Thanks for the information! To be honest, i'm still not interesting to fall into anything maintained by Google, but i see the value you're proposing.
Personally, when it comes to desktop virtualization, i'm very happy with QubesOS. It's not designed for graphics performance, but it's to my knowledge the only distro providing decent security for multi-VM graphical workloads, and their research keeps going!
1. Re crypto apps, I figured some additional context may help. Before our today's release, Umbrel was a self-hosting OS primarily geared towards Bitcoin node users. Today, we migrated the Bitcoin node to the Umbrel App Store and took the last step in our transition to becoming an app-agnostic general purpose OS. So expect to see a lot more non-Bitcoin apps hereon!
2. Yes, agree. We'll have Plex and Jellyfin live in the app store soon.
3. The main issue we found with using a single domain on the local network is that many Android phones and PCS have flaky mDNS support, in which case name resolution for "*.local" would simply fail. This is why we decided to use ports. Perhaps we can look into using ports on the local network and domain on a VPS.

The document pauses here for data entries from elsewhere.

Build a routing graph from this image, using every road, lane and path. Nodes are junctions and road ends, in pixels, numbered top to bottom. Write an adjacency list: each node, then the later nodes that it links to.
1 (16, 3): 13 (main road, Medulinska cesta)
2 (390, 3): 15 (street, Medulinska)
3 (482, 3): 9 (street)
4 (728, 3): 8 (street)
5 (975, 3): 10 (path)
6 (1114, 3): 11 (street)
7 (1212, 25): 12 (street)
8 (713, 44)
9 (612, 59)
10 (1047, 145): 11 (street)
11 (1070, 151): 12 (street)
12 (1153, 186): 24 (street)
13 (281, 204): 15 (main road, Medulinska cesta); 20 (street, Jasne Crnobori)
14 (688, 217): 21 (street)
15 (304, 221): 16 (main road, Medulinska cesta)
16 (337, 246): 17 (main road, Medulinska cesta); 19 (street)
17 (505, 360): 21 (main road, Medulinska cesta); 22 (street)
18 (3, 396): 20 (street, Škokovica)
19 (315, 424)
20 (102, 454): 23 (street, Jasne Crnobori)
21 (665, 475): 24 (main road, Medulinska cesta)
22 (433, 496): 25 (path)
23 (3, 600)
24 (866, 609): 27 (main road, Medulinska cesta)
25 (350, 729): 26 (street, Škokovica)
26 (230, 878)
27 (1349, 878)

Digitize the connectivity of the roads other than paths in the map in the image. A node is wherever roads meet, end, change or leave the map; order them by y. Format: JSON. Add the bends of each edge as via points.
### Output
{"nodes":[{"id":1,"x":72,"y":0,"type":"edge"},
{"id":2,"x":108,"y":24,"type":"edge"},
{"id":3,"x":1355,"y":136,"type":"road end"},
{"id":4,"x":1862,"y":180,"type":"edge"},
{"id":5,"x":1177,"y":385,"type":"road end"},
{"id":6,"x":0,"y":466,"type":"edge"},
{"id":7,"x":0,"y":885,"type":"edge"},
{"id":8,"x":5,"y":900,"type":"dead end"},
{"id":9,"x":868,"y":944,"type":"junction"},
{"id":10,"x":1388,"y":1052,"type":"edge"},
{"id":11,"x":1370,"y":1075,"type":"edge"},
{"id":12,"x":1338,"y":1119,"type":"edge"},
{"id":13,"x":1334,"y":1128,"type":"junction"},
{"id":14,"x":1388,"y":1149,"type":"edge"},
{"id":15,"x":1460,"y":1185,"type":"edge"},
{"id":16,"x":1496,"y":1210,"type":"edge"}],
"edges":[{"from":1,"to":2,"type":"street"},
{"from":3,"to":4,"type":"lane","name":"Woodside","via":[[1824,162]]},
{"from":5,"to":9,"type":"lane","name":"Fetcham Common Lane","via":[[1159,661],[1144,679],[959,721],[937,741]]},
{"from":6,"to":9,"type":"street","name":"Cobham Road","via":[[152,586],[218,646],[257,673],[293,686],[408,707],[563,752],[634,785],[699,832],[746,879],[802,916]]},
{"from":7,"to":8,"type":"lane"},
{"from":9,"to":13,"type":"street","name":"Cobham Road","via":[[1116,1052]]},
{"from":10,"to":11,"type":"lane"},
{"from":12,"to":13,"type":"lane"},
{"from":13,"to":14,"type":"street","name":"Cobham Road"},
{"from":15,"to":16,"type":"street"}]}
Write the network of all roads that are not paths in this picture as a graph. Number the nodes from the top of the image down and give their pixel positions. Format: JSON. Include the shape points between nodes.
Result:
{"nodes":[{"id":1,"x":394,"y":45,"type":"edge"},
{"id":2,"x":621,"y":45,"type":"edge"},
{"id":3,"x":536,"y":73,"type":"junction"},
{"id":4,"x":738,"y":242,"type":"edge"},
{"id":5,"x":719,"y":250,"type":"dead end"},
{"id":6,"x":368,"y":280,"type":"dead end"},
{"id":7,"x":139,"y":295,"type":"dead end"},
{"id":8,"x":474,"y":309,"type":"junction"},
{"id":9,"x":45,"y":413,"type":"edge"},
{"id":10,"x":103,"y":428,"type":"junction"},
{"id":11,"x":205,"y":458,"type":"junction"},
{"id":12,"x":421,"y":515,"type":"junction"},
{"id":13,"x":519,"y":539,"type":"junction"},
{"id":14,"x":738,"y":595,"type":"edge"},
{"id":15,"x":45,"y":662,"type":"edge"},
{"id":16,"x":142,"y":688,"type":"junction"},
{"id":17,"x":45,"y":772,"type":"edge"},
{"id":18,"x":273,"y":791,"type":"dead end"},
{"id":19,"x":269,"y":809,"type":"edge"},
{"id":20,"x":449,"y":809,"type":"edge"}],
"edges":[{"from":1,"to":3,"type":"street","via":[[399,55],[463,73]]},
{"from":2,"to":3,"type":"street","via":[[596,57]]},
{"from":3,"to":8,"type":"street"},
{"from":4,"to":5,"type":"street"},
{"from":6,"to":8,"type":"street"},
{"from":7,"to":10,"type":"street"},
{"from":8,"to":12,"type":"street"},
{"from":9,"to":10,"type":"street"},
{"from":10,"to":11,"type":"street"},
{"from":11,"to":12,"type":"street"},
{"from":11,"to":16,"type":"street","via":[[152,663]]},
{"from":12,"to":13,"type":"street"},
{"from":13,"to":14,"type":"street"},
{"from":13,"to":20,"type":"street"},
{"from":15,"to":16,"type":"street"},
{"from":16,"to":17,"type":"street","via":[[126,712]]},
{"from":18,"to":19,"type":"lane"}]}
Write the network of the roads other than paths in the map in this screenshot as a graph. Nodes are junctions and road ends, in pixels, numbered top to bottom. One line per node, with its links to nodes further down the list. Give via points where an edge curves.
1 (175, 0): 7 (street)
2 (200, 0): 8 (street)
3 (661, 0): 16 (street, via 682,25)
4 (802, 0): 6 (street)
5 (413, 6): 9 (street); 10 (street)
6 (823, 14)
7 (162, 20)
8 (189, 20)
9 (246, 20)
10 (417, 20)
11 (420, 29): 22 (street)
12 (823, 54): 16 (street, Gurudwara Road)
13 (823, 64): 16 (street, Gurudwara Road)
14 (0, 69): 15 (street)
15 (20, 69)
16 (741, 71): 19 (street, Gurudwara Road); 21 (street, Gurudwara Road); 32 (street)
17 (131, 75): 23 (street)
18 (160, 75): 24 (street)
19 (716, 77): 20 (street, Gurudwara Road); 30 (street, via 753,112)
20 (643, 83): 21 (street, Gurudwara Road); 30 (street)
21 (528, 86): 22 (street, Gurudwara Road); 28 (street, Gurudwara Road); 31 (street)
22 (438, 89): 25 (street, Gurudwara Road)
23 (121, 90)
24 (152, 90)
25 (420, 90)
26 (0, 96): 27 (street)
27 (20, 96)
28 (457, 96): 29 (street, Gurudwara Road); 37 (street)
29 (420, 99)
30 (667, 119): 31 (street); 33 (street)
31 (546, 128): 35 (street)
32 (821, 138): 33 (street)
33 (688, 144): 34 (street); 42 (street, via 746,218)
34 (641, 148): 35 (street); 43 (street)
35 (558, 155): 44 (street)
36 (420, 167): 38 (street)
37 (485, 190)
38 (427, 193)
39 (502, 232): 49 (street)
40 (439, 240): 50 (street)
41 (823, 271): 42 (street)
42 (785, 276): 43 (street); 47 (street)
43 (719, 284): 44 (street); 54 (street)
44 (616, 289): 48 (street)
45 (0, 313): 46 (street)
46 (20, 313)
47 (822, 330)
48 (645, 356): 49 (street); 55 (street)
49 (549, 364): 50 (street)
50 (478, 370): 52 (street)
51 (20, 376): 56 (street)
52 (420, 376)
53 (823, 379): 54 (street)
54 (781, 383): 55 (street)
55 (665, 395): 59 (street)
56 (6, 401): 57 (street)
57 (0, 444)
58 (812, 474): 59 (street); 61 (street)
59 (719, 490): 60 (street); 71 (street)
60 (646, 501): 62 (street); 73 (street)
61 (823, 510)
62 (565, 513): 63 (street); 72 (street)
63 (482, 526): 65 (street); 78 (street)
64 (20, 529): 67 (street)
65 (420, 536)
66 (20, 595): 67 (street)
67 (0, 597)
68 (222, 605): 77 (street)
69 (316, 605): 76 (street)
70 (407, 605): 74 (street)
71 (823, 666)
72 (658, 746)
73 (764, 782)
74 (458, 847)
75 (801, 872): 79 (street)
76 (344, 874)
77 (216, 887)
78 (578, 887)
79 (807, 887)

4. Good suggestion! Feel free to share your recommendations.
5. That's not possible using the UI, but you can create your own custom docker-compose app by following our app framework documentation: https://github.com/getumbrel/umbrel-apps/blob/master/README....
6. Until now, a common use case of our users has been remote connection between Umbrel and their Bitcoin wallets over Tor. This is why remote access was baked directly into Umbrel and turned-on by default.
However, as we've now evolved from the Bitcoin space, we'll prioritize offering the ability to disable remote Tor access functionality in the next update, and make it opt-in instead of opt-out.